Trade war widens as Trump slaps tariffs on $200 billion in Chinese goods
WASHINGTON (Reuters) – US President Donald Trump said on Monday he will impose 10 percent US tariffs on about $200 billion worth of Chinese imports, but he spared smart watches from Apple and Fitbit Inc and other consumer products, such as bicycle helmets and baby car seats.
Trump, in a statement announcing the new round of tariffs, warned that if China takes retaliatory action against US farmers or industries, “we will immediately pursue phase three, which is tariffs on approximately $267 billion of additional imports.”
The iPhone was not among the ‘wide range’ of products that Apple told regulators would be hit by the $200 billion round of tariffs in a September 5 comment letter to trade officials.

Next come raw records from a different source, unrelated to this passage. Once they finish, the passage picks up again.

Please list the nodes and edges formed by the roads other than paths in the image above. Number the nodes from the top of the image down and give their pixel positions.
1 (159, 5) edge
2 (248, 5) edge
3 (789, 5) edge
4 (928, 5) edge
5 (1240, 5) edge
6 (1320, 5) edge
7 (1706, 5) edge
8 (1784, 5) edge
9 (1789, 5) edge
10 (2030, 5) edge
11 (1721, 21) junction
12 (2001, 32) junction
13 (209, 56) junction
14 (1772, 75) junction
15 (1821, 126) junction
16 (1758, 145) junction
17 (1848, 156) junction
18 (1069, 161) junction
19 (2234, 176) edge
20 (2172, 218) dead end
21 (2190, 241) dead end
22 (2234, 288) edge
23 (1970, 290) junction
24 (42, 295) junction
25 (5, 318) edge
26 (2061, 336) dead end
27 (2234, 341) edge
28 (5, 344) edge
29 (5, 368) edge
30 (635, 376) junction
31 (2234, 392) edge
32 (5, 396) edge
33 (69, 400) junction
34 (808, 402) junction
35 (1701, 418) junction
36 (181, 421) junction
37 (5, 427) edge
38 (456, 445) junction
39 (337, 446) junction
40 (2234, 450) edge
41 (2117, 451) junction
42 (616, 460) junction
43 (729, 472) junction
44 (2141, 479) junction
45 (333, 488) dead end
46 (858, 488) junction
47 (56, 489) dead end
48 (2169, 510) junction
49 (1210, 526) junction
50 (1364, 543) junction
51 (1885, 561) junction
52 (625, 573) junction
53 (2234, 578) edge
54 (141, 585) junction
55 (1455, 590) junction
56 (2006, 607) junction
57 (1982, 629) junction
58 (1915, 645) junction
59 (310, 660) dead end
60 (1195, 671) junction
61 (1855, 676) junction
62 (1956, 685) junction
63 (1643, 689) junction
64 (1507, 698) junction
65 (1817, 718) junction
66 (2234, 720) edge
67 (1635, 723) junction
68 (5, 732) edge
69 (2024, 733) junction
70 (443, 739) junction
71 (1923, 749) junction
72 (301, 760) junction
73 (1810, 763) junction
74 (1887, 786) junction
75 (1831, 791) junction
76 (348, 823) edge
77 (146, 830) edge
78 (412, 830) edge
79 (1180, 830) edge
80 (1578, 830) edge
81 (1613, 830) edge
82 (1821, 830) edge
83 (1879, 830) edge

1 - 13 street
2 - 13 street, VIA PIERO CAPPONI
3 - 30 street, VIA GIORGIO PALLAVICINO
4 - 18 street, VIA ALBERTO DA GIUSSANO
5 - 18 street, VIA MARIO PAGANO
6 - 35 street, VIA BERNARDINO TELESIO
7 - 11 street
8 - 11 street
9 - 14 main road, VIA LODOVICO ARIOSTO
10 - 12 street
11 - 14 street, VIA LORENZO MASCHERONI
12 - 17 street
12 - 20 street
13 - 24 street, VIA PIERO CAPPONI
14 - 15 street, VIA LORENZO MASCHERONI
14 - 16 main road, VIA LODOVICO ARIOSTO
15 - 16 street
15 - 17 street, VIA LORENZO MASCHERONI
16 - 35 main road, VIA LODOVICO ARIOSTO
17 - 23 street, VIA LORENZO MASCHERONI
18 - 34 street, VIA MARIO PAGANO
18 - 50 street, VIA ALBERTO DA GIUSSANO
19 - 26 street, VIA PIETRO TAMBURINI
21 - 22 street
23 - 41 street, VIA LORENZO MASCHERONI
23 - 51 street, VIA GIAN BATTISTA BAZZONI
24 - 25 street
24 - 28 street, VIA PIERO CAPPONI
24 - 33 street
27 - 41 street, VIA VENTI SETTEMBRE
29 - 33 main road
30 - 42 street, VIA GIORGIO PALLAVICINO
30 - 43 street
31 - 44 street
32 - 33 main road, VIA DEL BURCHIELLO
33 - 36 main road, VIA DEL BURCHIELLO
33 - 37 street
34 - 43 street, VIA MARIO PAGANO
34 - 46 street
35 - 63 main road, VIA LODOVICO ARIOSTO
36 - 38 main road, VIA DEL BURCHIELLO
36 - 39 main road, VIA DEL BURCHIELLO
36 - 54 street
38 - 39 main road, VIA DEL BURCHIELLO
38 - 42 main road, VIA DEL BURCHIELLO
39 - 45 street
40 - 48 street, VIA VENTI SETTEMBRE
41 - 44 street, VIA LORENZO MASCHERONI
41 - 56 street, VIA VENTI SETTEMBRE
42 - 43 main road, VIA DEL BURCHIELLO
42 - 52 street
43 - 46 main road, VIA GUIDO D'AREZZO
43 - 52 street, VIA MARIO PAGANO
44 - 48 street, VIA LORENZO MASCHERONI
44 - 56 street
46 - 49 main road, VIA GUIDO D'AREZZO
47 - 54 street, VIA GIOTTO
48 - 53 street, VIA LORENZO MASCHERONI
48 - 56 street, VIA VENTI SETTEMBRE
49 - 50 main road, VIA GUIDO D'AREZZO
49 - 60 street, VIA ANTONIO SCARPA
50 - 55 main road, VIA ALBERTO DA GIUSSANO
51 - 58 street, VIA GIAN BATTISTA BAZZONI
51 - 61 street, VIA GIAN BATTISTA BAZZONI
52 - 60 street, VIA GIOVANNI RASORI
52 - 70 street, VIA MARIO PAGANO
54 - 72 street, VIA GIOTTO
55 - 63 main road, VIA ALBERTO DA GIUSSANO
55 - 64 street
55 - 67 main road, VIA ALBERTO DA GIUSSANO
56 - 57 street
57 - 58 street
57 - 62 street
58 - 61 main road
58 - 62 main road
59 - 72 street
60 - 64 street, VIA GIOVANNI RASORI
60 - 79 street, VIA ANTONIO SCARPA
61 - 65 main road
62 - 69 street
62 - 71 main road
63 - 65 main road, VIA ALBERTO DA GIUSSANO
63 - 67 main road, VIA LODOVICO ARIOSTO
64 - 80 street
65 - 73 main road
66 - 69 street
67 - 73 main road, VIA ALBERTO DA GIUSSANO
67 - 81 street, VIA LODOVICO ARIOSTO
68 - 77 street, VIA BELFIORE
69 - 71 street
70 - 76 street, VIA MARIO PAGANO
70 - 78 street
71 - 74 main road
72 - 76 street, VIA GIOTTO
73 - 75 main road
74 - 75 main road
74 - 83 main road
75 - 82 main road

But if the Trump administration enacts a further $267 billion round of tariffs, the iPhone, along with all other smart phones, are likely to be included in the list.”
Collection of tariffs on the long-anticipated list will start September 24 but the rate will increase to 25 percent by the end of 2018, allowing U.S. companies some time to adjust their supply chains to alternate countries, a senior administration official said.

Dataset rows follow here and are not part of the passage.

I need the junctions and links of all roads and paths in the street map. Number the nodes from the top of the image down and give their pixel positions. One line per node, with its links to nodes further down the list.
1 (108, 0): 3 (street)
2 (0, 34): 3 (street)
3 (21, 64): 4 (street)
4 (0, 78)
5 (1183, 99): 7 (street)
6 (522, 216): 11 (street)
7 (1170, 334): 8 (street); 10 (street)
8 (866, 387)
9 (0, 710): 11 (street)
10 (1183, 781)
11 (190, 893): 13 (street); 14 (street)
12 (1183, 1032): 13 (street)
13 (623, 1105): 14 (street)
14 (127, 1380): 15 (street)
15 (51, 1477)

So far, the United States has imposed tariffs on $50 billion worth of Chinese products to pressure China to make sweeping changes to its trade, technology transfer and high-tech industrial subsidy policies.

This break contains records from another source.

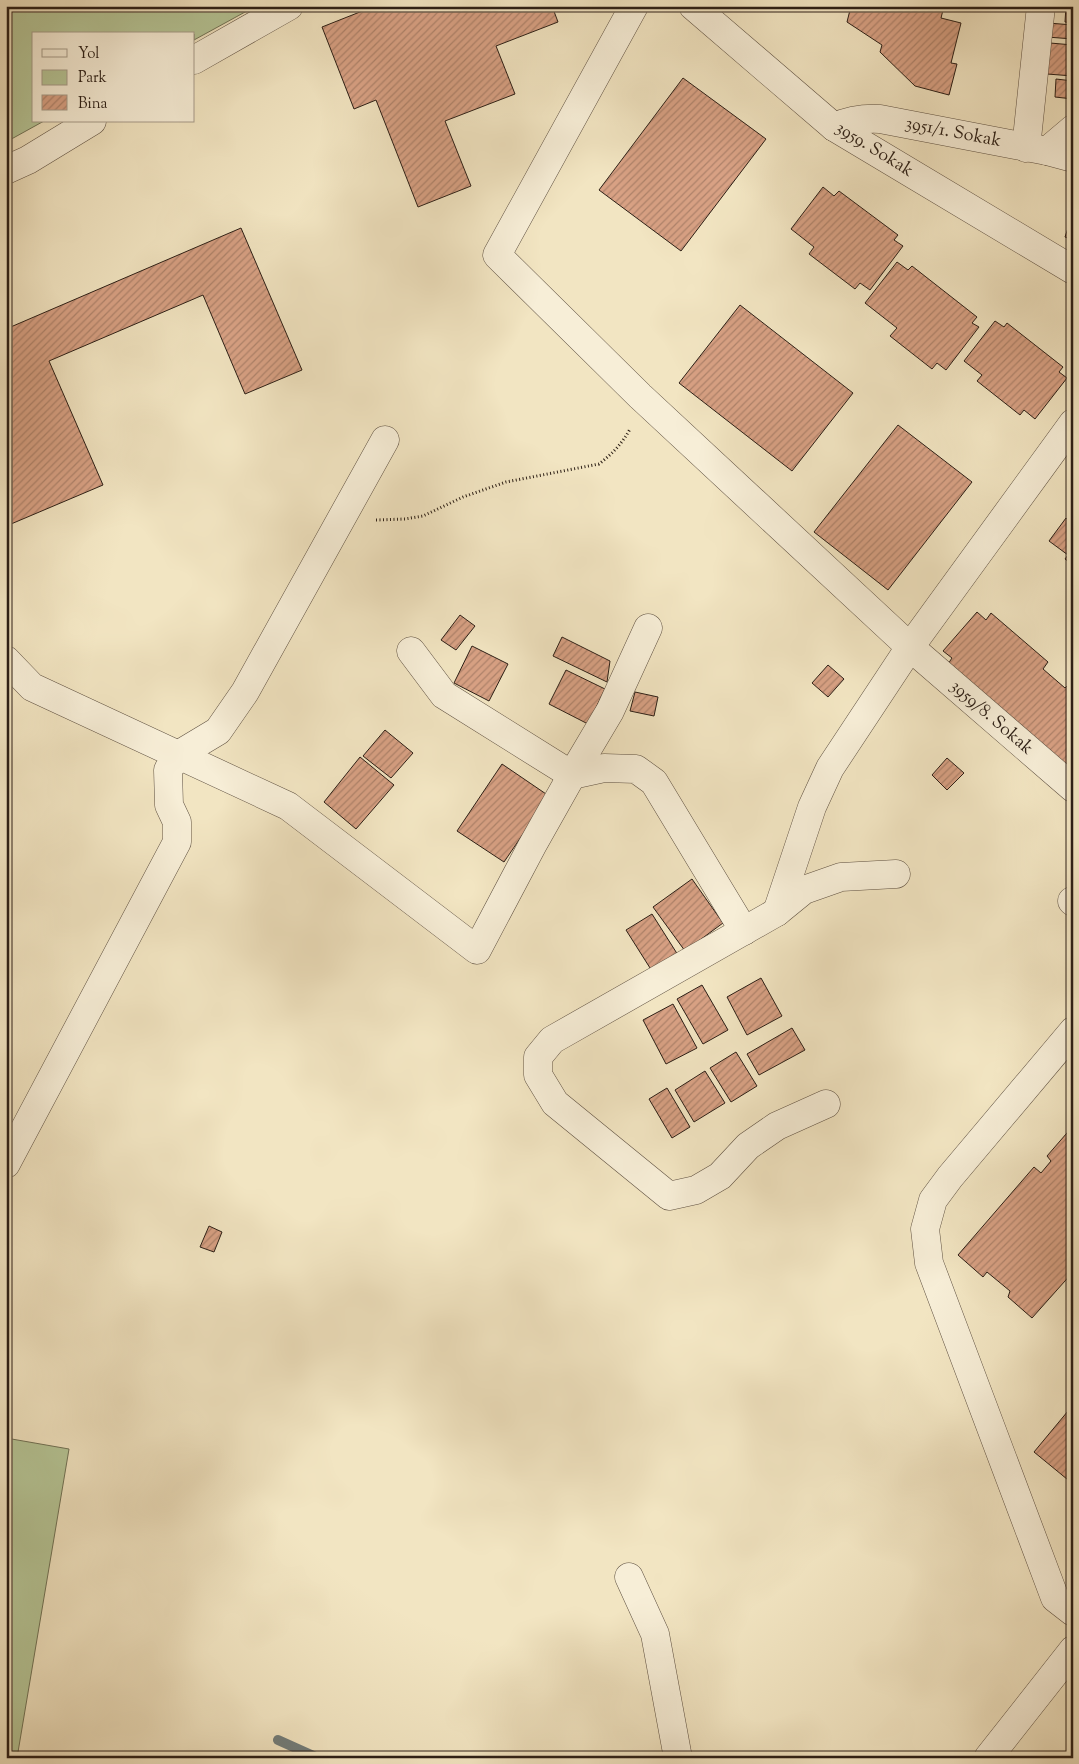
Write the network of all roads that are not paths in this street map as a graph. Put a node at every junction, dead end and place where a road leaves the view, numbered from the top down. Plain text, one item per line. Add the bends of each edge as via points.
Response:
1 (289, 6) edge
2 (634, 6) edge
3 (693, 6) edge
4 (1041, 6) edge
5 (195, 59) edge
6 (90, 122) edge
7 (834, 127) junction
8 (1073, 129) edge
9 (1049, 152) edge
10 (6, 170) edge
11 (1073, 270) edge
12 (1073, 423) edge
13 (385, 440) dead end
14 (648, 628) dead end
15 (910, 647) junction
16 (411, 651) dead end
17 (6, 660) edge
18 (178, 755) junction
19 (572, 775) junction
20 (1073, 788) edge
21 (896, 874) dead end
22 (777, 912) junction
23 (744, 931) junction
24 (1073, 1032) edge
25 (826, 1104) dead end
26 (6, 1164) edge
27 (629, 1577) dead end
28 (1073, 1612) edge
29 (1073, 1650) edge
30 (678, 1758) edge
31 (988, 1758) edge

1 - 5 street
2 - 15 street, 3959/8. Sokak via 497,255 640,396
3 - 7 street, 3959. Sokak
4 - 9 street
6 - 10 street
7 - 9 street, 3951/1. Sokak via 863,118 880,119
7 - 11 street, 3959. Sokak
8 - 9 street
12 - 15 street
13 - 18 street via 245,692 218,731
14 - 19 street via 610,711
15 - 20 street, 3959/8. Sokak
15 - 22 street via 830,768 812,807
16 - 19 street via 444,695
17 - 18 street via 32,688
18 - 19 street via 288,806 477,950
18 - 26 street via 168,770 169,805 177,822 177,842
19 - 23 street via 604,768 636,769 654,782
21 - 22 street via 841,877 804,890
22 - 23 street
23 - 25 street via 552,1040 538,1057 538,1075 555,1102 669,1196 696,1190 720,1176 748,1146 777,1126
24 - 28 street via 950,1177 934,1200 925,1229 929,1264 1055,1598
27 - 30 street via 656,1634
29 - 31 street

The escalation of Trump’s tariffs on China comes after talks between the world’s two largest economies to resolve their trade differences have produced no results. US Treasury Secretary Steven Mnuchin last week invited top Chinese officials to a new round of talks, but thus far nothing has been scheduled.
A senior Trump administration official told reporters that the United States was open to further talks with Beijing, but offered no immediate details on when any new meetings may occur.
“This is not an effort to constrain China, but this is an effort to work with China and say, ‘It’s time you address these unfair trade practices that we’ve identified that others have identified and that have harmed the entire trading system,’” the official said.
China has vowed to retaliate further against any new US tariffs, with state-run media arguing for an aggressive “counterattack.”